TORINO – Molti scatti di Dorothea Lange, protagonista della fotografia documentaria del Novecento, sono passati alla storia.
La toccante Migrant Mother del 1936 – ritratto di una giovane madre disperata e stremata dalla povertà, che vive insieme ai sette figli in un accampamento di tende e auto dismesse – è una delle icone più celebri del secolo.

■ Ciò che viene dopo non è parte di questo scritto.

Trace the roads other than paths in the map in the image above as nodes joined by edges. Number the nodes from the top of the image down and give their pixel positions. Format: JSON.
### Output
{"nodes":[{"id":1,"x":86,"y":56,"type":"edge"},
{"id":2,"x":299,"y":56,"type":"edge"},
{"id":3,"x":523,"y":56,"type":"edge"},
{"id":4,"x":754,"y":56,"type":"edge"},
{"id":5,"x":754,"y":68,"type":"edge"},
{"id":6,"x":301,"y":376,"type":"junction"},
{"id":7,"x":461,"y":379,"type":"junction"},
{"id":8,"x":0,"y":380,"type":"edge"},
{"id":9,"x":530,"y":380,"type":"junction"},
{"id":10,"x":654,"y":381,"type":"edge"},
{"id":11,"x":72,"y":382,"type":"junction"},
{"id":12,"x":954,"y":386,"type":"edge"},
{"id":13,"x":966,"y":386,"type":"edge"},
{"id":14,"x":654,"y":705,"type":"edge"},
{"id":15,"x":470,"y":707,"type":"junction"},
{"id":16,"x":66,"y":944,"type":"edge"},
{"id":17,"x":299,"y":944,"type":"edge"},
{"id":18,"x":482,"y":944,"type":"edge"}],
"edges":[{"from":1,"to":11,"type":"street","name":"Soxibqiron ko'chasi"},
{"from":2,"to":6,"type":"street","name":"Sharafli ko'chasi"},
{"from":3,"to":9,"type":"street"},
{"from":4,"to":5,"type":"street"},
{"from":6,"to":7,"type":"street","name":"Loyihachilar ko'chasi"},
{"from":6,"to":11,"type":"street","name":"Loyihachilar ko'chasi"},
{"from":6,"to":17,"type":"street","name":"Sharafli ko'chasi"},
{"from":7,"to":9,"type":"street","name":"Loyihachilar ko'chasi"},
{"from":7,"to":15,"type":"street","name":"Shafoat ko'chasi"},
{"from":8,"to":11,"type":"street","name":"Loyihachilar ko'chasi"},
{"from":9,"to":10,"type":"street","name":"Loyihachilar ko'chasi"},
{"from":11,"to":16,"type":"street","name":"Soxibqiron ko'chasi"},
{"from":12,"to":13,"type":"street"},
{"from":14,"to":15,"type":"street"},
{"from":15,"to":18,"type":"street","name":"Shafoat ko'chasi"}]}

Immagini che rivelano drammi individuali e collettivi, ma forniscono anche spunti di riflessione su temi come la crisi climatica, le migrazioni, le discriminazioni. Camera – Centro italiano per la Fotografia l’ha scelta coraggiosamente per l’estate torinese. Nelle stesse date, dal 19 luglio all’8 ottobre, propone nella Project Room una mostra diversa, ma complementare, a cura di Giangavino Pezzola: la collettiva Futures 2023: nuove narrative, dedicata a sei talenti emergenti. “Ci chiediamo sempre quale sia l’offerta più consona per il mese di agosto a Torino. Abbiamo voluto fare una scommessa puntando sulla qualità. Un segnale forte in una città dove il prossimo anno arriverà il Festival dedicato alla fotografia”, spiega il presidente di Camera, Emanuele Chieli. ‘Dorothea Lange. Racconti di vita e lavoro’, curata dal direttore artistico di Camera Walter Guadagnini e da Monica Poggi, racconta, attraverso 200 immagini, i dieci anni fondamentali della attività della grande fotografa americana, fra gli anni Trenta e i Quaranta del ‘900. Lange con altri grandi fotografi viene ingaggiata dal governo per partecipare al Farm Security Administration, programma di studio e documentazione fotografica su un’area degli Stati Uniti, colpita dalla crisi economica successiva al crollo di Wall Street, dalla siccità, dalle tempeste di sabbia e poi dalle esondazioni del Mississippi. Un lavoro che dura tre anni e produce un’enorme massa di fotografie, circa 280mila. Tra le immagini esposte anche la bellissima ‘Toward Los Angeles, California’ del 1937, dove un cartellone pubblicitario che recita ‘La prossima volta prendi il treno. Relax!’ fa da cinico contraltare al cammino di due migranti. Un altro nucleo di lavori esposti rivela, invece, una vicenda poco nota della storia americana del Novecento: i campi di detenzione della popolazione di origine giapponese – circa 110.000 persone – negli Stati Uniti dopo il bombardamento di Pearl Harbor. Camera propone un programma di incontri aperti al pubblico sui temi affrontati negli scatti della fotografa americana. Il primo, il 20 luglio, con l’artista e designer olandese Erik Kessels: racconterà il progetto della Fiat 500 Topolino che il padre dell’autore stava restaurando prima di avere un ictus e che diventa il simbolo di una vita rimasta in sospeso.